Namjoo’s eyes hovered over the papers and slowly reached out for it. He watched her eyes grow larger as she flipped through it.

“Do you need money?” he asked.

Namjoo’s head shot up, her eyes landing on him instantly. He’d hit the bull’s eye. What Namjoo wanted from him…money.

An arrow pierced his heart.

“When you first talked to me on the stairs that day,” Jongin recalled achingly, “you mentioned my father and how he was ill. Was it intentional?”

“Jongin…”

“I asked if it was intentional,” he asked again with weight in his tone, clamping his eyes shut tightly and opened them again. “Your brother didn’t come to the wedding because you didn’t let him know. Is that the truth or is that a lie?”

He waited a moment then went on, “That one week when you refused to see me or answer my calls, why? Was it my parents? Were you scared of me?”

“There’s a reason. It’s hard…”

“Do you love me?” it was the one thing he wanted to know the most, but Namjoo couldn’t answer him. Raising his voice he yelled, “Why can’t you answer me?!”

She looked hurt. The expression in her eyes made his heart go out to her but he forced steel over it. It was a trick, could be nothing but that. In the end, with one given chance, Namjoo couldn’t try to fix this relationship with him. She couldn’t even try to be honest – the only one thing he wanted.

What was the point of this? It was meaningless, because he meant nothing to her.

“We’re married, Namjoo,” his voice was soft and trembled with grievance over what he believed they’d had. “I loved you the moment you let me know you, and I trusted you with everything. I was willing and I’m still willing to give you everything I have. Why can’t you tell me anything? If you have a debt, you could’ve said so. You lied! The money you took is down on paper. How are you going to lie about that now? Can you tell me how many other things you lied to me about? Can’t you just come clean now?! When I’m still willing to forgive you, when I’m asking. Can’t you at least do that for me?”
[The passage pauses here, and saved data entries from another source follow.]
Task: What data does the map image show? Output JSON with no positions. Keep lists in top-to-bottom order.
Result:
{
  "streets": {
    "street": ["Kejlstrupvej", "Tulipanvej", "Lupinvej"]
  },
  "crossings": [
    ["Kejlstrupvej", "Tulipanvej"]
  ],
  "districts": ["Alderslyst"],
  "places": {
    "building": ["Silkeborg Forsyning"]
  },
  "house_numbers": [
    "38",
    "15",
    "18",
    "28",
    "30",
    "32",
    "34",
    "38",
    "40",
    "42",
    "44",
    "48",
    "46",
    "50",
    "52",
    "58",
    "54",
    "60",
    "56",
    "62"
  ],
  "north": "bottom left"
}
She couldn’t answer. Frozen in spot, Namjoo’s eyes stared at the ground like she was being reprimanded. He couldn’t tell what was running through her head. Jongin’s insides were going to blow. It took two to work a relationship but only he was in it. This illusion he’d had of them had been an empty hole from the very beginning.

Namjoo didn’t love him. She didn’t want to try at all. She didn’t care.

“Why can’t you say anything?!” he belted out loudly. “Why are you making me feel so stupid?! I brought you into this family because I want to share it with you! My life, everything! Why are you doing this?!”

Frustration spiked him mad.

“Why did you marry me?” he finally asked, his heart tearing and ripping, the pain so raw his muscles throbbed until he felt like keeling over. “Do you love me?”

Say it, he willed, but she didn’t and it burst a part of him. Jongin was ashamed. He had come this far for nothing.

“Money.” It was so quiet he barely heard her. His wife finally raised her eyes up to look at him. “I needed money. I wanted a life I never had. You had it.”

The very blissful life before him shattered to a million pieces, piled up on the floor. Jongin felt stabbed in the guts, punched in the face, driven over, and thorns piercing his body. Every part of him ached. He was both mentally and physically sore, the pain transmitting through his brain to his limbs. He was beyond disappointed, sick to the stomach. In the end, all he was worth was a few thousand dollars. When she knew well how much he loved her. She had used him so brazenly.

In the flash of an eye his very perfect world had crumbled to dirt at his feet. He’d lost it all. No words could describe raw emptiness.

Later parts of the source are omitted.